PROBLEM REQUIREMENTS: Consider the records below. How many of their lines include the word "edges"? State the number and nothing else.

RECORDS:
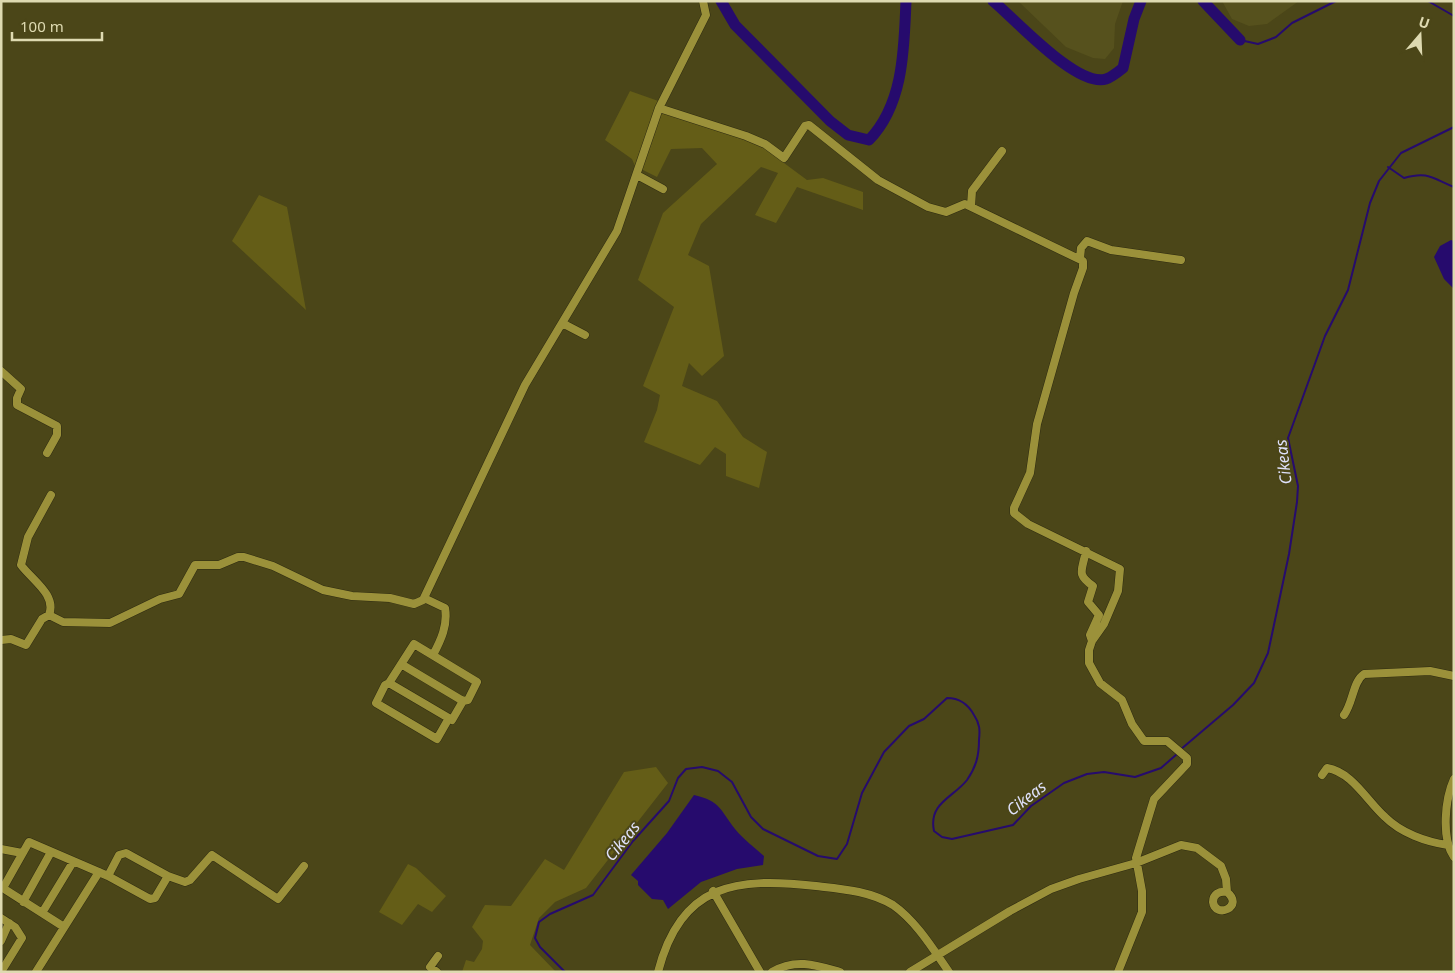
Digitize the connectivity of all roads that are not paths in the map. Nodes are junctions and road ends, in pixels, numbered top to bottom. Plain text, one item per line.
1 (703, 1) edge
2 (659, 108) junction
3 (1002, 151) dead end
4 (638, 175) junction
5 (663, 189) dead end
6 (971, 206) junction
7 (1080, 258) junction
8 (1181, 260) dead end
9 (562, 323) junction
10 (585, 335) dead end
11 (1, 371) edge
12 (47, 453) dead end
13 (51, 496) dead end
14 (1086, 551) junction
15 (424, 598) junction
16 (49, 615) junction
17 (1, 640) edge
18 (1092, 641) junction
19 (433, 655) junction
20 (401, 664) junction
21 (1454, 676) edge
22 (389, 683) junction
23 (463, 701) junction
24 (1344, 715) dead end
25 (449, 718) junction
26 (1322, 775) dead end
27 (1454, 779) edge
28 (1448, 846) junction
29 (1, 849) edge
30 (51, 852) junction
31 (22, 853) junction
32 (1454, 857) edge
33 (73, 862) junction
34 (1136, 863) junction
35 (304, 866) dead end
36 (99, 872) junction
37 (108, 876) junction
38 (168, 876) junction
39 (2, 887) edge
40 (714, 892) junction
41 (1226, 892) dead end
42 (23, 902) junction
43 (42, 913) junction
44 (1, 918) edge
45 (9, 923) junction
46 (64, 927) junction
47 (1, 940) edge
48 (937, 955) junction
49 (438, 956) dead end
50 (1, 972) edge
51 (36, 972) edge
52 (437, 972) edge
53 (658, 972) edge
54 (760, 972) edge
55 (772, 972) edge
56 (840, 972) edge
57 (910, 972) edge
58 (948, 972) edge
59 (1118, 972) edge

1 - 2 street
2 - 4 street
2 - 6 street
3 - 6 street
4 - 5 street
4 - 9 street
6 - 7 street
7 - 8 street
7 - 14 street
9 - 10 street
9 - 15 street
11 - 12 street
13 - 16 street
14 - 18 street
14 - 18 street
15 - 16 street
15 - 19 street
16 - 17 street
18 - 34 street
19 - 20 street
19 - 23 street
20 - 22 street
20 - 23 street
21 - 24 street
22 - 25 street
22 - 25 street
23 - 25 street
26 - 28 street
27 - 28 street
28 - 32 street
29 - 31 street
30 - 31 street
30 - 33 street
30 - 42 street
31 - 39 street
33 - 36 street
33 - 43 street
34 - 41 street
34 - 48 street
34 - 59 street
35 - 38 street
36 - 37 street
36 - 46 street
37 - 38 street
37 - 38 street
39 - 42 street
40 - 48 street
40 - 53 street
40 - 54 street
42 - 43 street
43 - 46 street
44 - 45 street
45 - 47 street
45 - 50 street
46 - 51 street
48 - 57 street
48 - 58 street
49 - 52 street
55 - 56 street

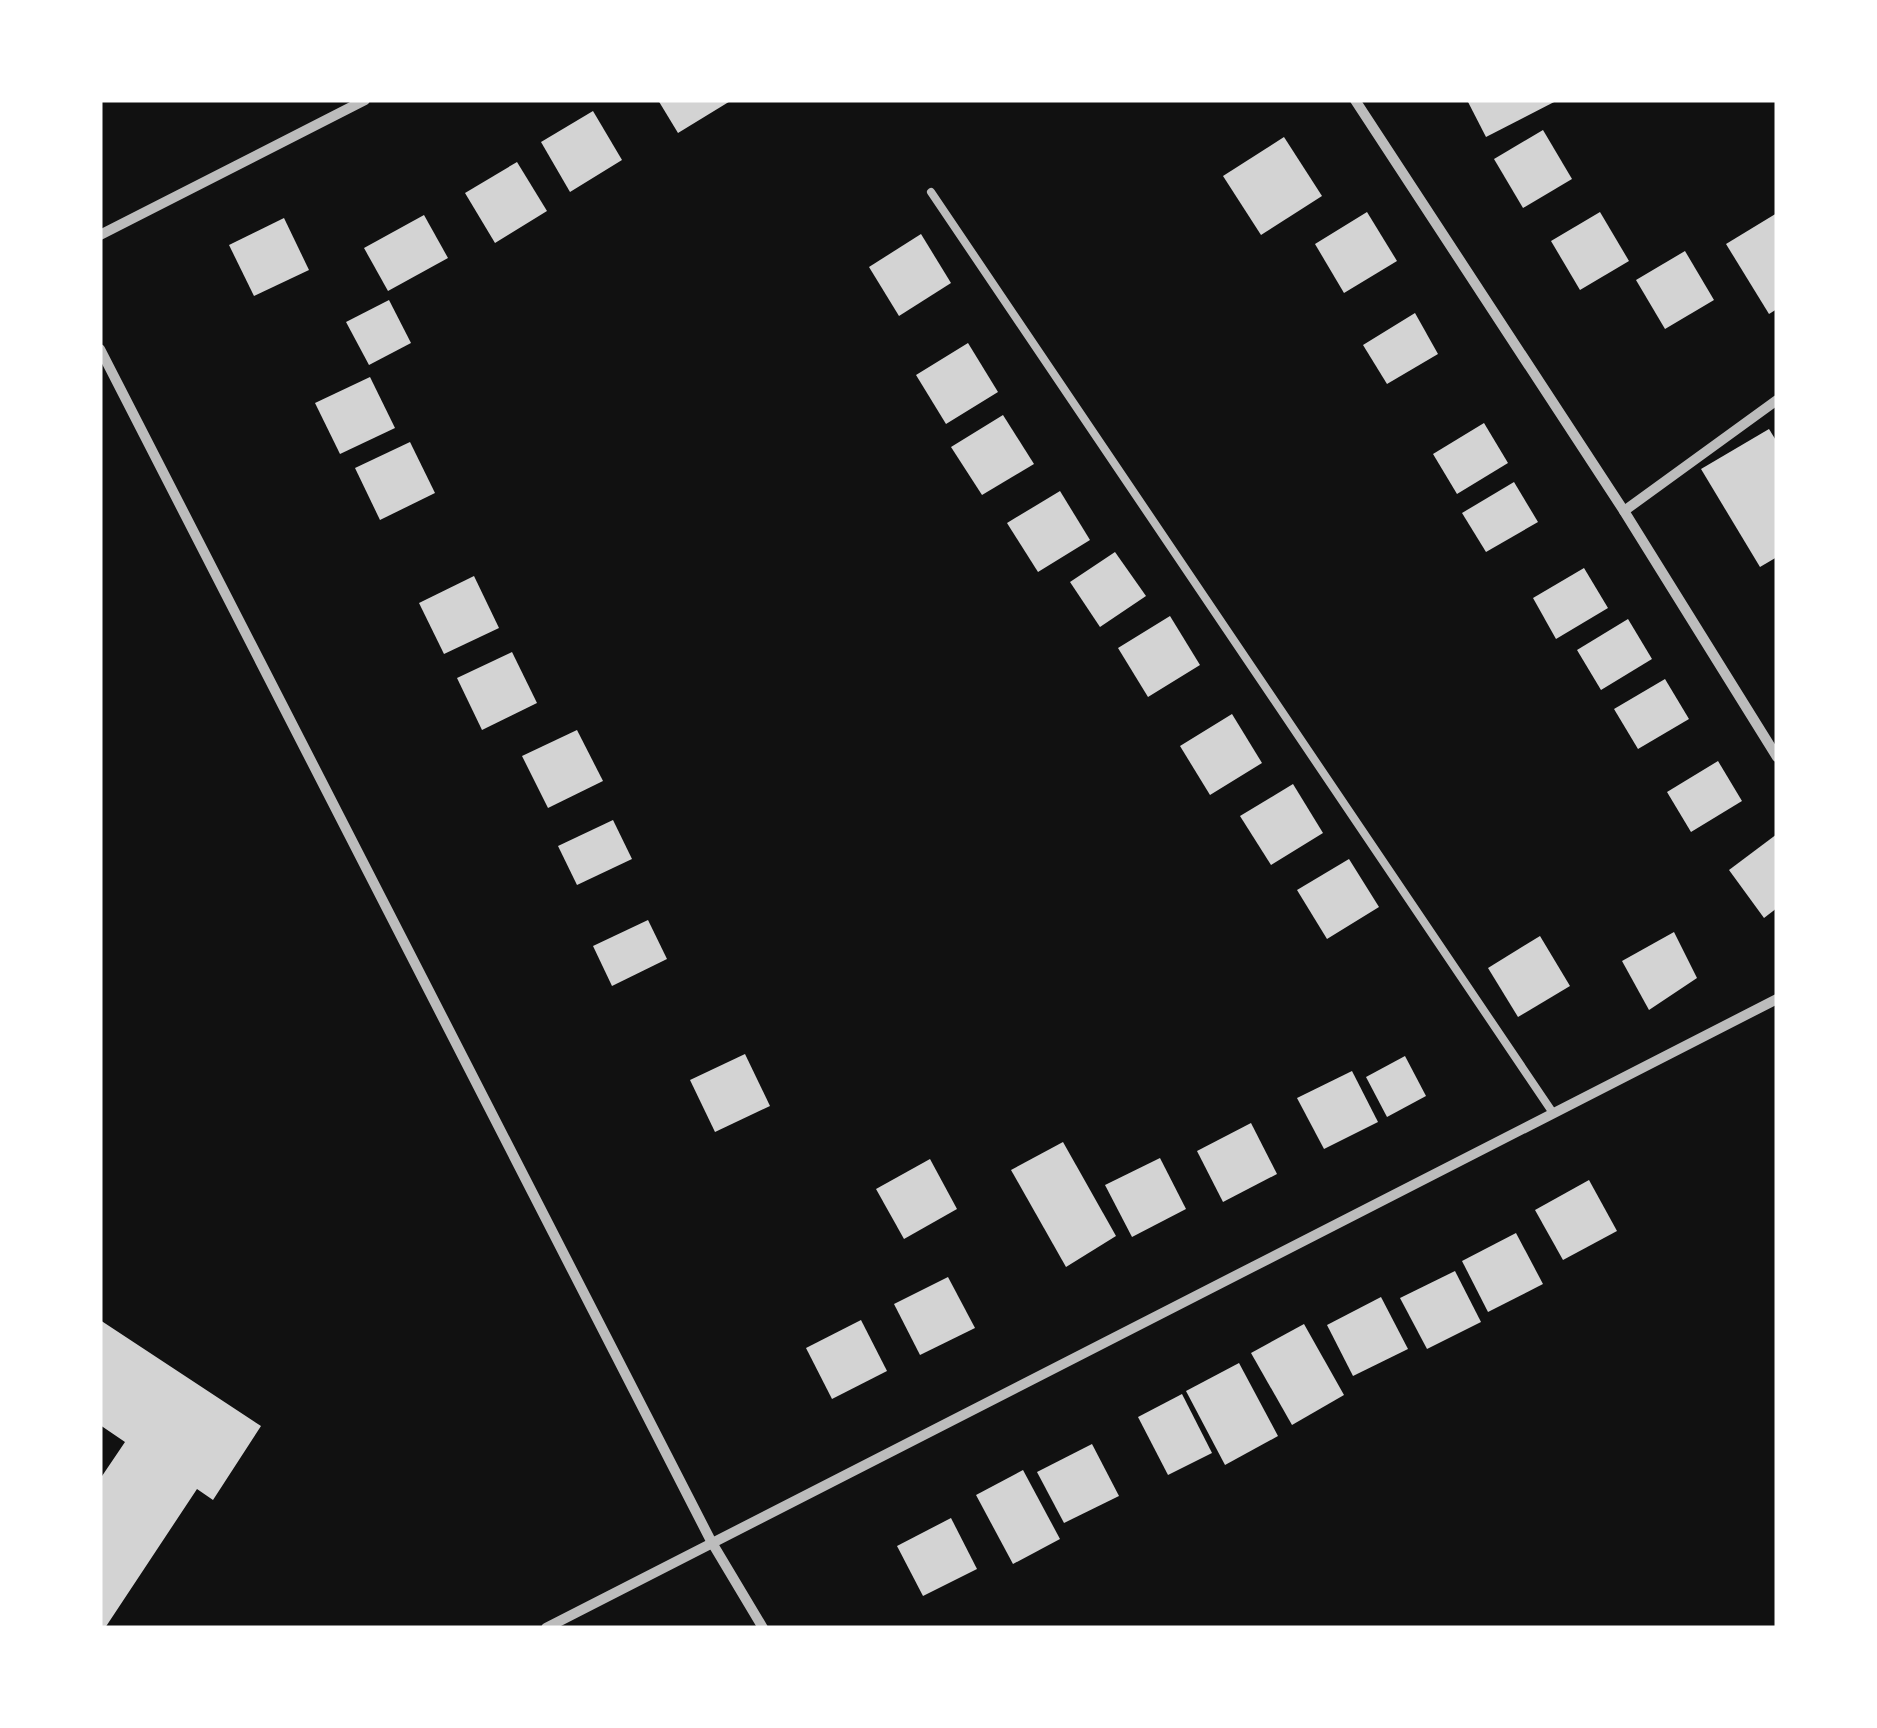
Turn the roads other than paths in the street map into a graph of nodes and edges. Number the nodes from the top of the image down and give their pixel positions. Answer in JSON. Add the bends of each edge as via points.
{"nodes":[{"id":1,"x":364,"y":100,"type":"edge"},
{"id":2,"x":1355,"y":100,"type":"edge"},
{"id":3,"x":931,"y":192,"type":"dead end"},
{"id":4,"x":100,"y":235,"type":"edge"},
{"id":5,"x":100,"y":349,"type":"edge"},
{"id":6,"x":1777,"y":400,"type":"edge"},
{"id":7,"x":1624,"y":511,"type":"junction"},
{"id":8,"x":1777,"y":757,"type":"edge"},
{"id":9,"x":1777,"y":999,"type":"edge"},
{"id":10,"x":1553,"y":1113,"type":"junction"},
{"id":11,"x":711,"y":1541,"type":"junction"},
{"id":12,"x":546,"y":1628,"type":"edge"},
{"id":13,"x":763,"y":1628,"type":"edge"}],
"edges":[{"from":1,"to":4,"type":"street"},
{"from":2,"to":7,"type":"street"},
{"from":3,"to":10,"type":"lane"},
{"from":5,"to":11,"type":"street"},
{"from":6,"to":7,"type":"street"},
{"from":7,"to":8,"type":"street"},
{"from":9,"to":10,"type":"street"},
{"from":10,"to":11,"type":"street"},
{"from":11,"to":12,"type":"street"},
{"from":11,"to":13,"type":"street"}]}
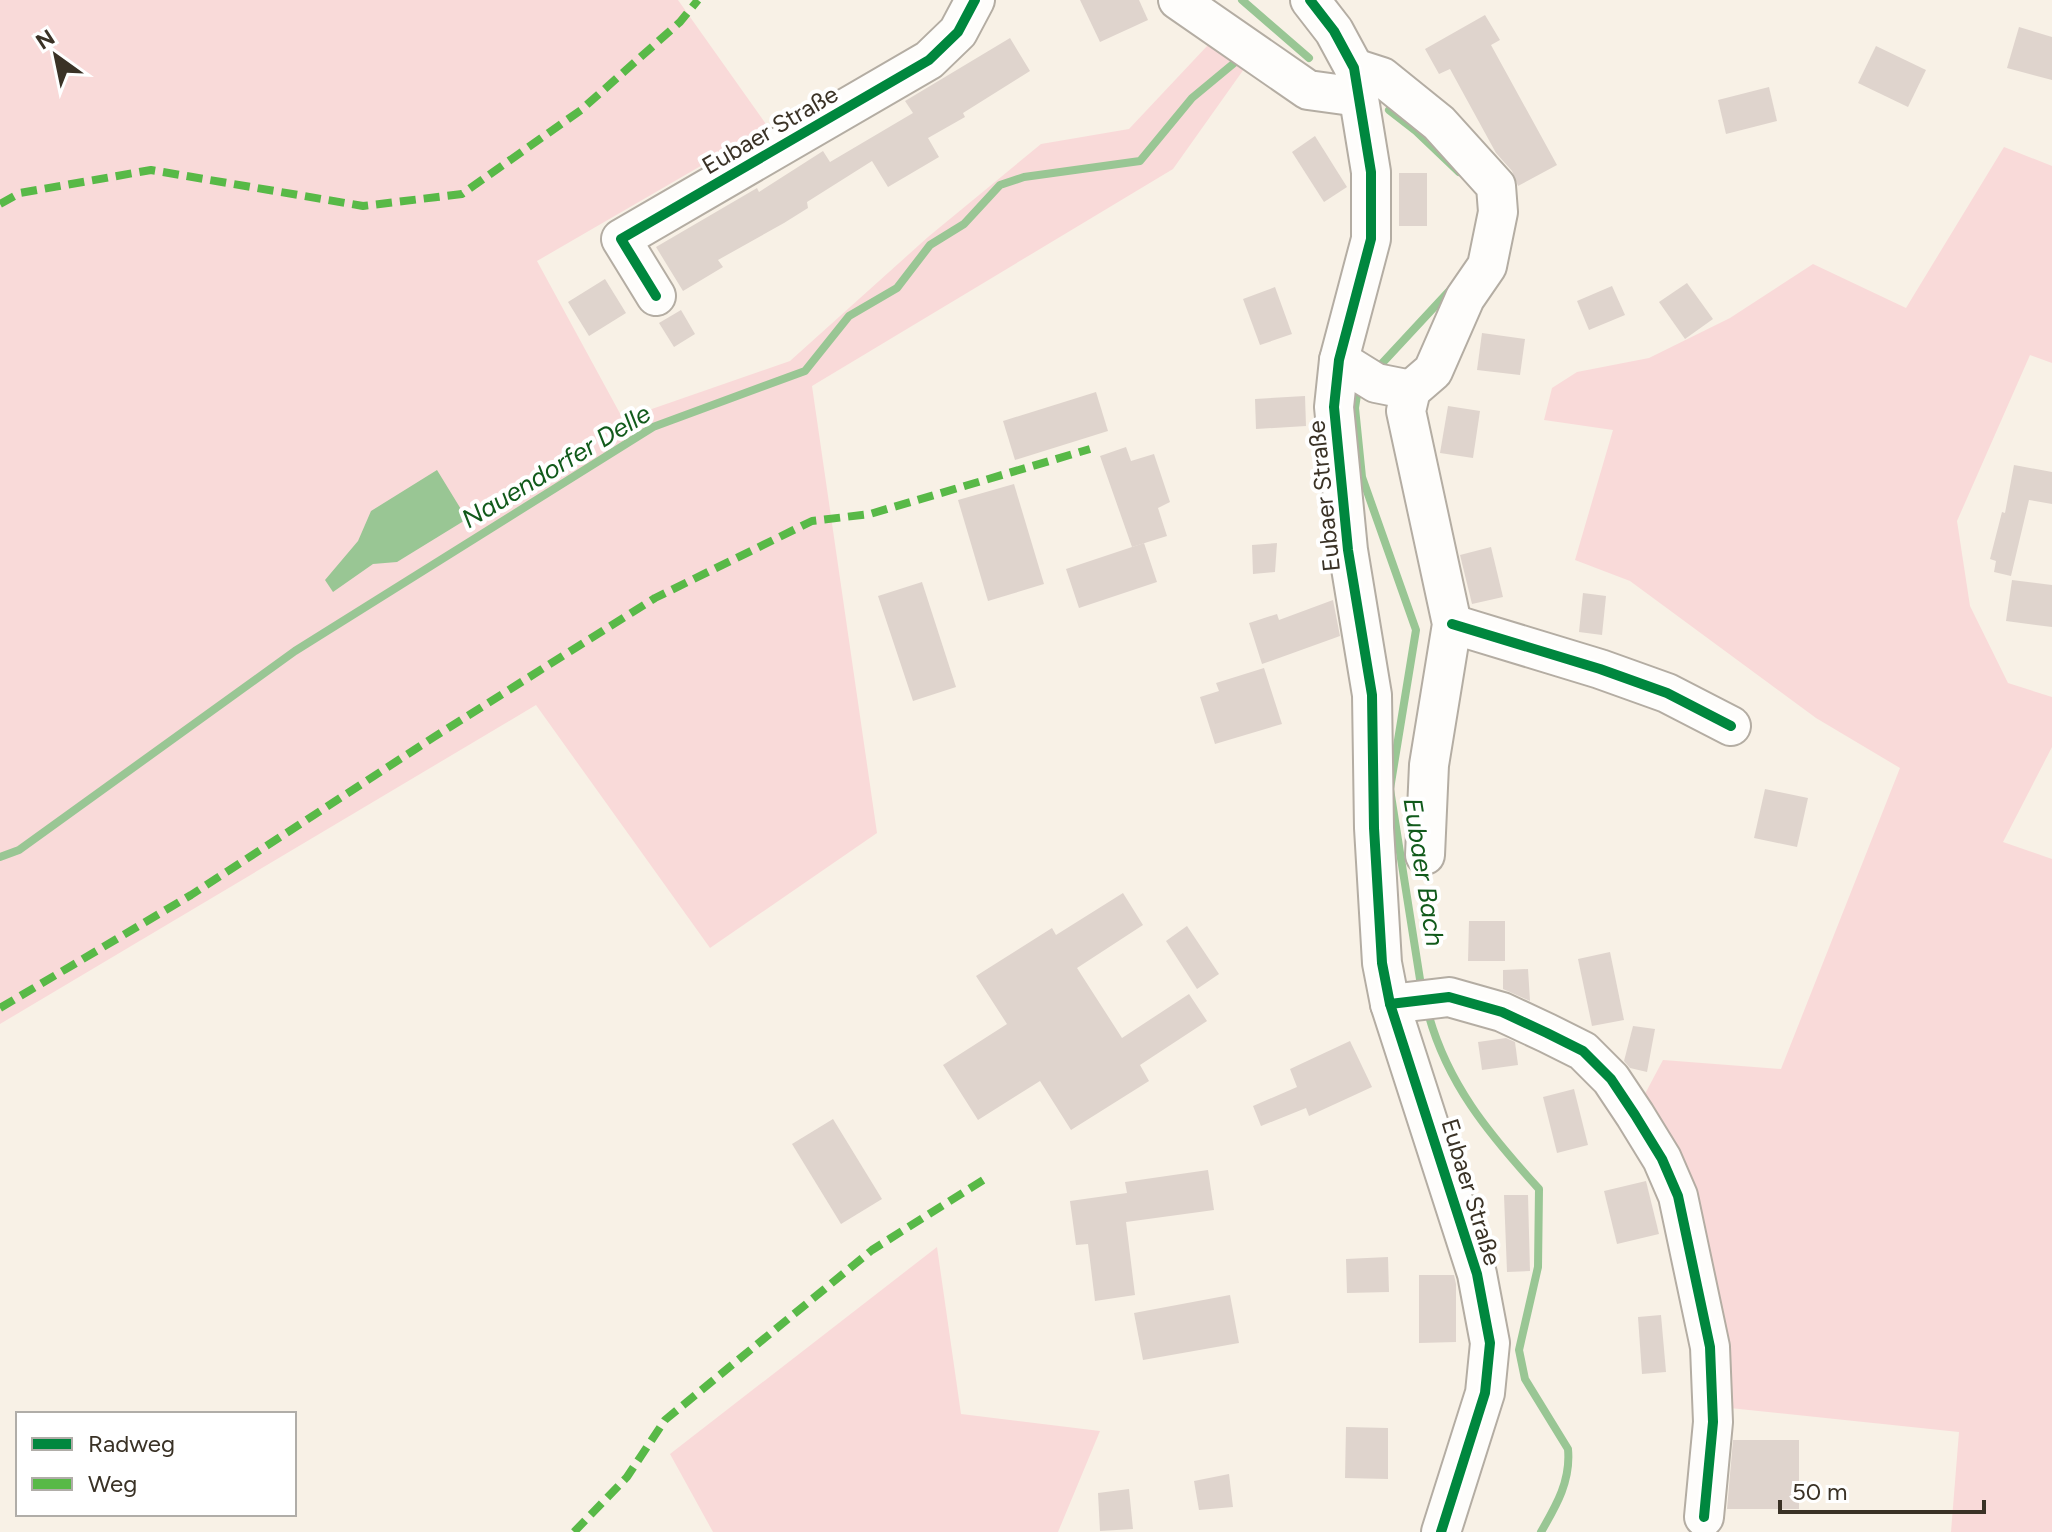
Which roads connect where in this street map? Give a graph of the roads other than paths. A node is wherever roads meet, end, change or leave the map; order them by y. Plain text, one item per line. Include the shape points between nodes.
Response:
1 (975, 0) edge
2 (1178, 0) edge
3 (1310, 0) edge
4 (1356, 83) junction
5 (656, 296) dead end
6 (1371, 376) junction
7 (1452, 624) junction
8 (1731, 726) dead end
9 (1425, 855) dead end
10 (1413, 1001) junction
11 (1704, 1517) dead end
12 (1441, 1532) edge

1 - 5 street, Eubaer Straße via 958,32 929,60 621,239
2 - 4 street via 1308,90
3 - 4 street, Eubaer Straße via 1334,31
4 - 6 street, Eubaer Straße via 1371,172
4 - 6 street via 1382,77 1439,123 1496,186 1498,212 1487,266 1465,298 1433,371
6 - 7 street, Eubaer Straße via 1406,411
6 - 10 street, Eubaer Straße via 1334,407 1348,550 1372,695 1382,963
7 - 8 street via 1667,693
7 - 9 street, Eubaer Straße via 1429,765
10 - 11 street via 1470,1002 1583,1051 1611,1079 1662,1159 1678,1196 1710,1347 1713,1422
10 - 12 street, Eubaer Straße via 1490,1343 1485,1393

ANSWER SPACE: 2